NEW YORK — A study in the May issue of the Journal of the American Medical Association released Tuesday found that vitamin D supplementation may be important for breast-feeding moms. 

“Vitamin D is important during periods of rapid bone mineral accrual. Nursing infants are susceptible to vitamin D deficiency because vitamin D in breast milk is limited,” according to background information in the article. The report recommended vitamin D supplementation with at least 400 International Units per day, but cautioned against supplementing with amounts as high as 1,600 IUs per day. 

The trial included 132 one-month-old healthy, term, breastfed infants. Researchers found that the percentage of infants achieving a primary vitamin D level differed at three months by group — for those taking 400 IUs per day, 55% achieved optimal vitamin D levels (defined as 75 nanomoles per liter of plasma); for 800 IUs per day, 81%; for 1,200 IUs per day, 92%; and for 1,600 IUs per day, 100%. 

Bone mineral concentration increased over time for lumbar spine, femur and whole body but did not differ by group.

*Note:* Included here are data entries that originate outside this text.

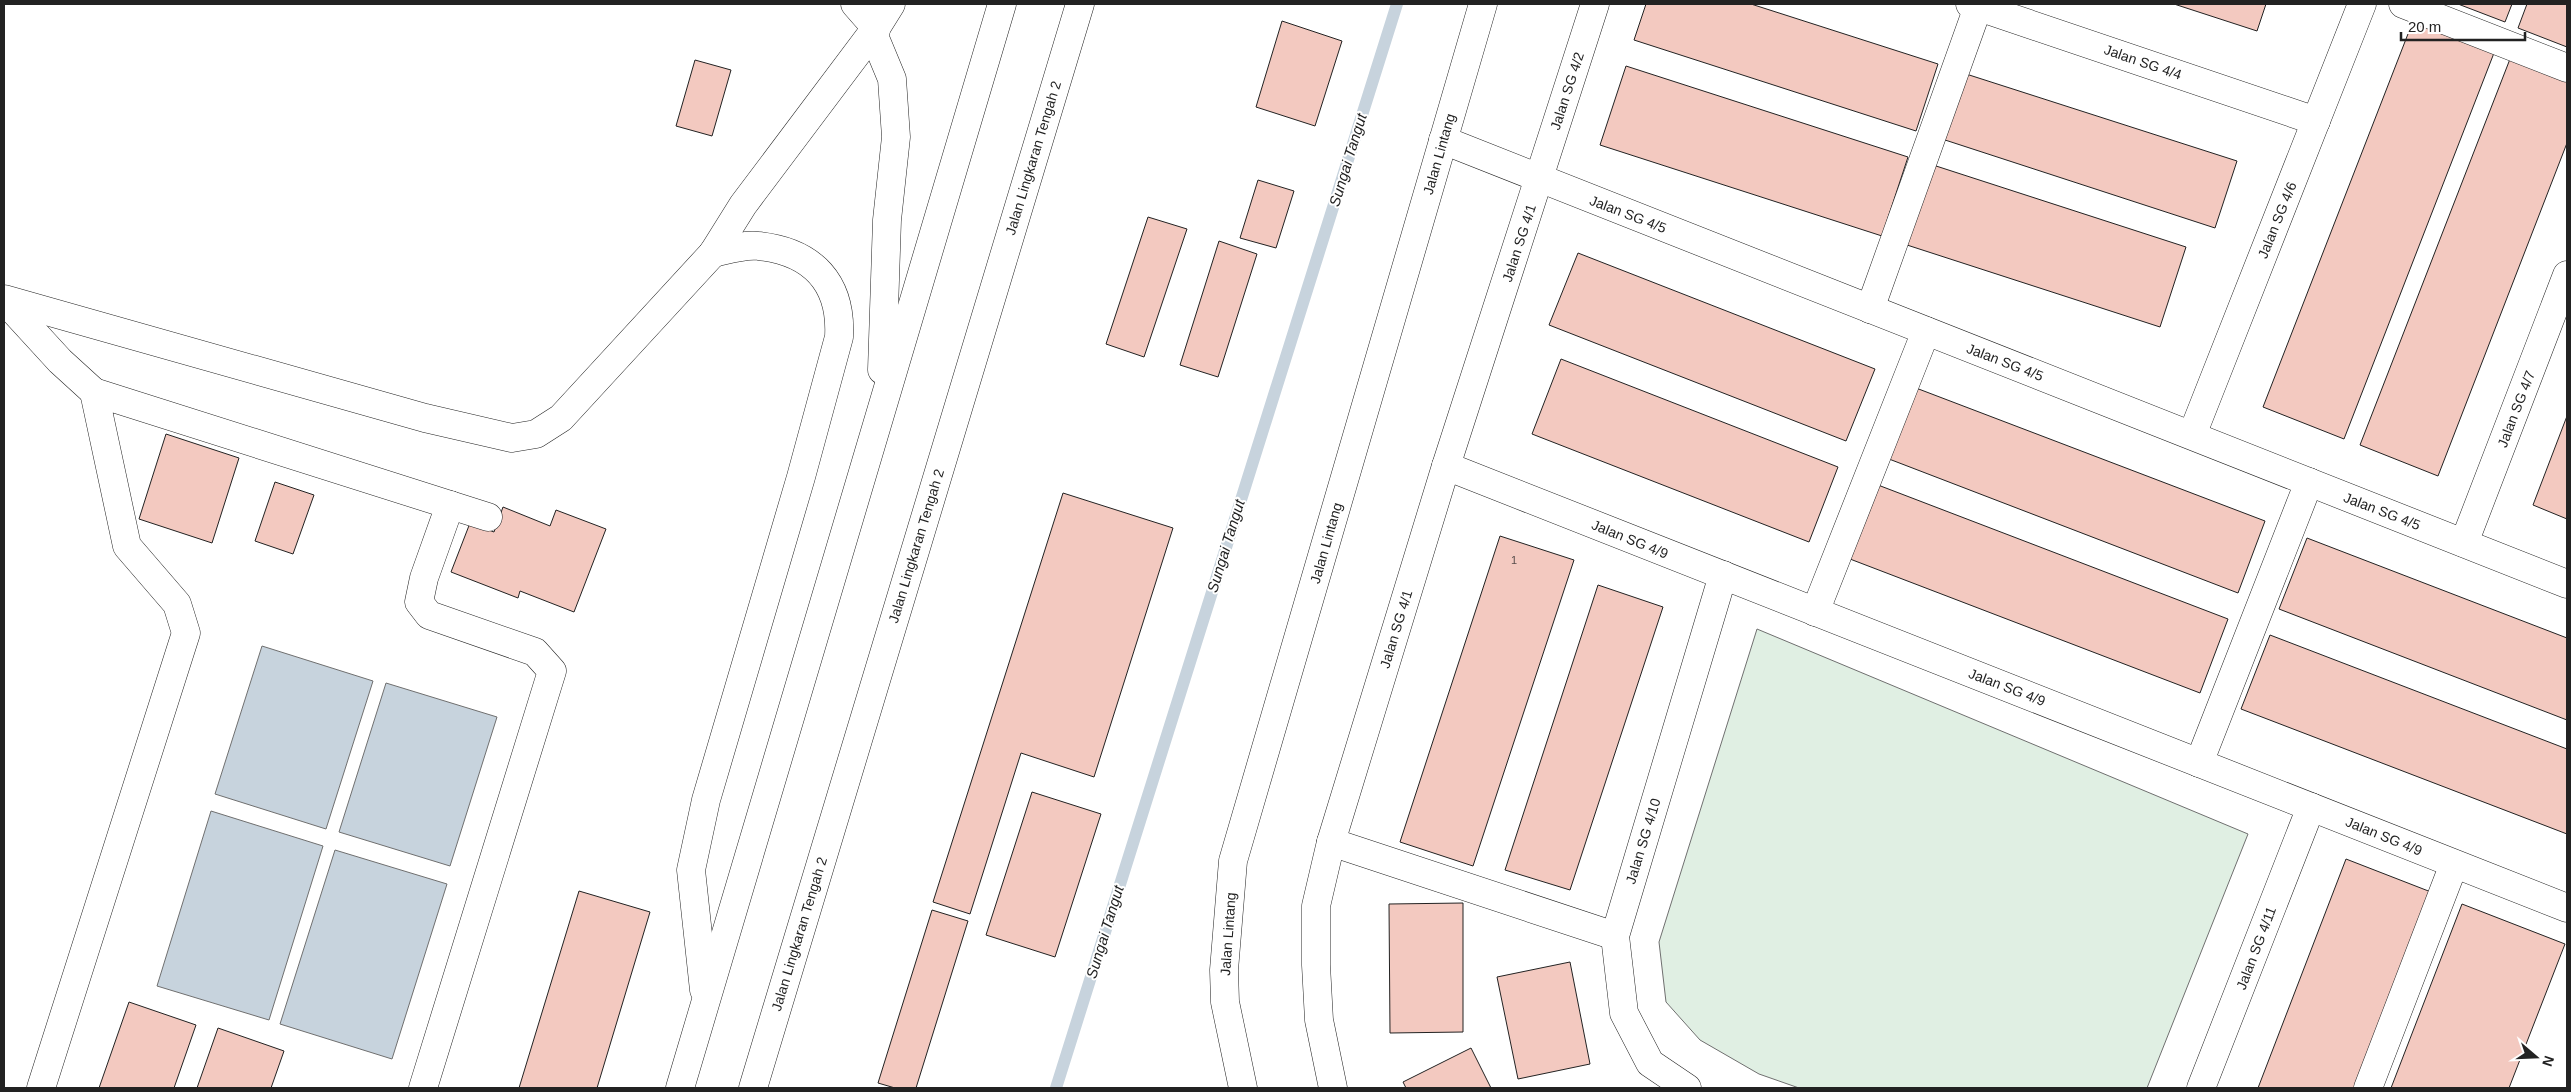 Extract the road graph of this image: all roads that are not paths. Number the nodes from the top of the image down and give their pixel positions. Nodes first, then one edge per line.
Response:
1 (855, 4) edge
2 (891, 4) edge
3 (1002, 4) edge
4 (1080, 4) edge
5 (1483, 4) edge
6 (1595, 4) edge
7 (2362, 4) edge
8 (2402, 4) edge
9 (1976, 5) edge
10 (876, 28) junction
11 (2567, 68) edge
12 (2316, 121) junction
13 (1443, 140) junction
14 (1540, 179) junction
15 (713, 252) junction
16 (2567, 275) edge
17 (4, 300) edge
18 (1870, 309) junction
19 (1926, 331) junction
20 (94, 392) junction
21 (881, 409) junction
22 (2192, 435) junction
23 (1446, 466) junction
24 (2309, 482) junction
25 (450, 505) junction
26 (488, 517) dead end
27 (2464, 543) junction
28 (1723, 575) junction
29 (2567, 584) edge
30 (1815, 612) junction
31 (2199, 763) junction
32 (2311, 807) junction
33 (1331, 842) junction
34 (2454, 864) junction
35 (2567, 908) edge
36 (1615, 936) junction
37 (706, 1002) junction
38 (41, 1088) edge
39 (423, 1088) edge
40 (680, 1088) edge
41 (753, 1088) edge
42 (1243, 1088) edge
43 (1333, 1088) edge
44 (1687, 1088) edge
45 (2201, 1088) edge
46 (2368, 1088) edge

1 - 10 main road
2 - 10 main road
3 - 21 main road
4 - 41 main road, Jalan Lingkaran Tengah 2
5 - 13 main road, Jalan Lintang
6 - 14 main road, Jalan SG 4/2
7 - 12 main road, Jalan SG 4/6
8 - 11 main road
9 - 12 main road, Jalan SG 4/4
9 - 18 main road
10 - 15 main road
10 - 21 main road
12 - 22 main road, Jalan SG 4/6
13 - 14 main road, Jalan SG 4/5
13 - 42 main road, Jalan Lintang
14 - 18 main road, Jalan SG 4/5
14 - 23 main road, Jalan SG 4/1
15 - 17 main road
15 - 37 main road
16 - 27 main road, Jalan SG 4/7
17 - 20 main road
18 - 19 main road, Jalan SG 4/5
19 - 22 main road, Jalan SG 4/5
19 - 30 main road
20 - 25 main road
20 - 38 main road
21 - 37 main road
22 - 24 main road, Jalan SG 4/5
23 - 28 main road, Jalan SG 4/9
23 - 33 main road, Jalan SG 4/1
24 - 27 main road, Jalan SG 4/5
24 - 31 main road
25 - 26 main road
25 - 39 main road
27 - 29 main road, Jalan SG 4/5
28 - 30 main road, Jalan SG 4/9
28 - 36 main road, Jalan SG 4/10
30 - 31 main road, Jalan SG 4/9
31 - 32 main road, Jalan SG 4/9
32 - 34 main road, Jalan SG 4/9
32 - 45 main road, Jalan SG 4/11
33 - 36 main road
33 - 43 main road, Jalan SG 4/1
34 - 35 main road, Jalan SG 4/9
34 - 46 main road
36 - 44 main road, Jalan SG 4/10
37 - 40 main road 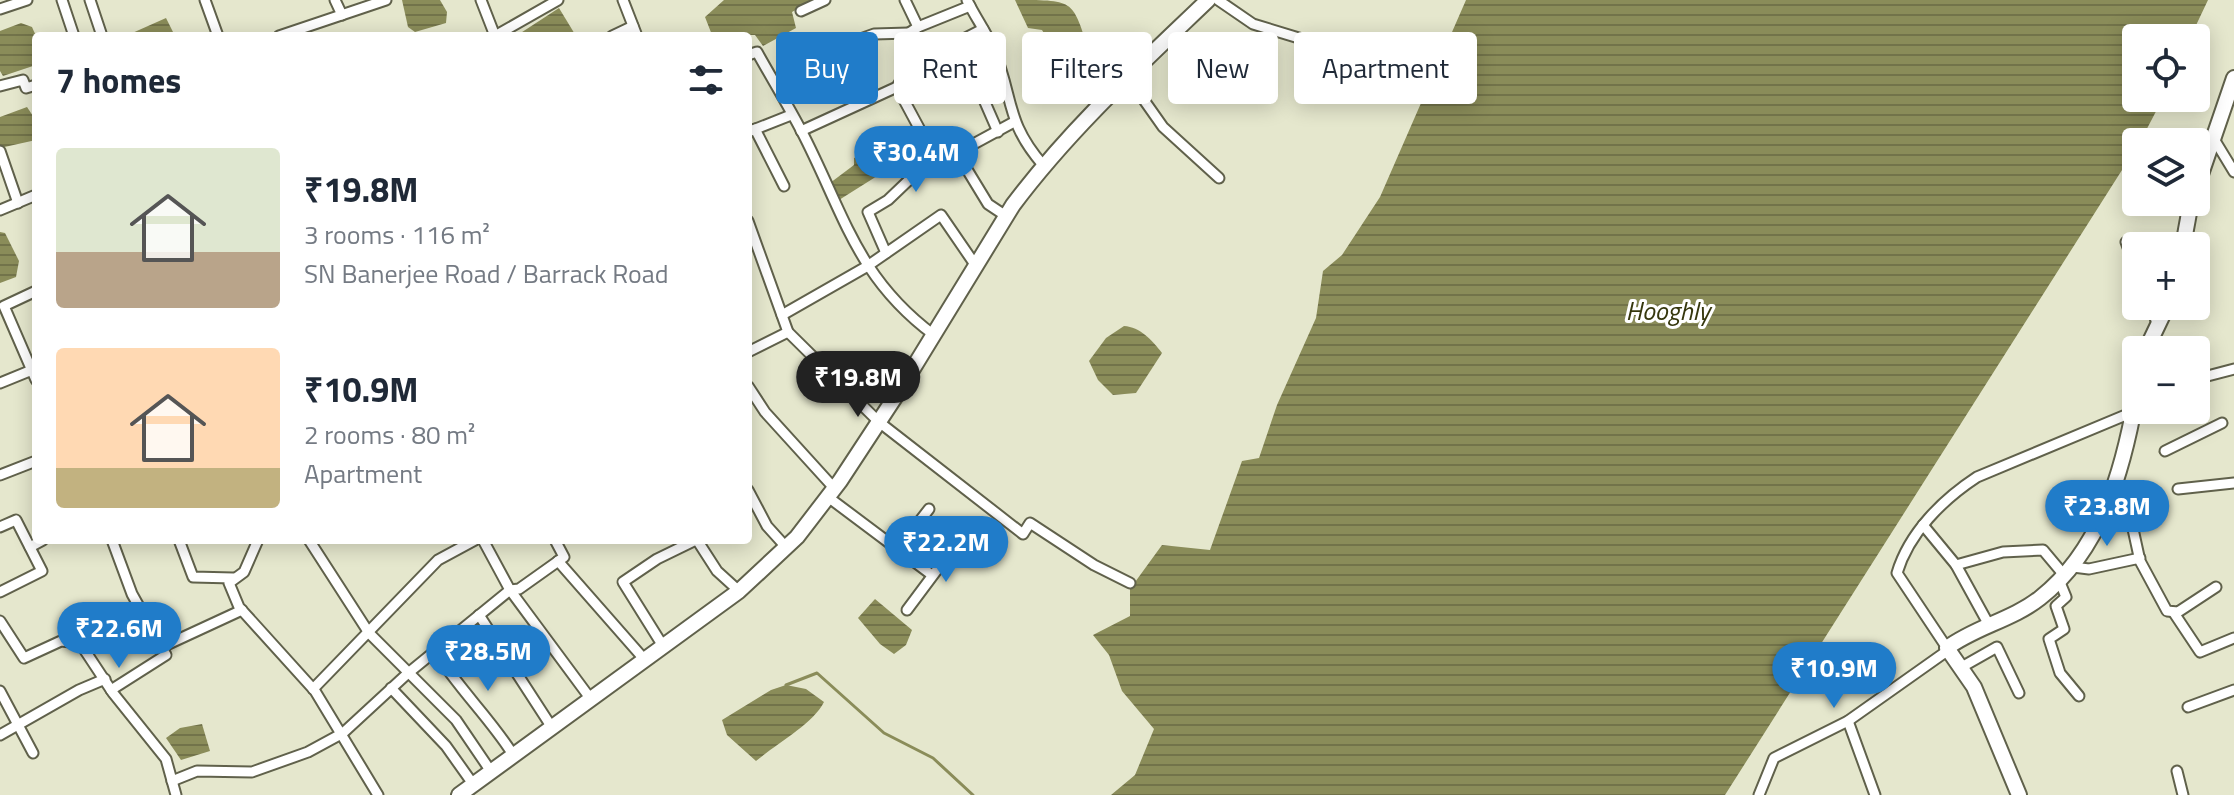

“Our primary objective was to establish a vitamin D dosage that would support [optimal vitamin D levels] or greater in 97.5% of infants at three months of age. Only the 1,600-IUs per day dosage of vitamin D met this criterion; however, this dosage was discontinued because most infants in that group developed elevated [vitamin D] concentrations that have been associated with hypercalcemia [higher-than-normal level of calcium in the blood],” the authors wrote. “Thus, the primary outcome was not achieved at three months."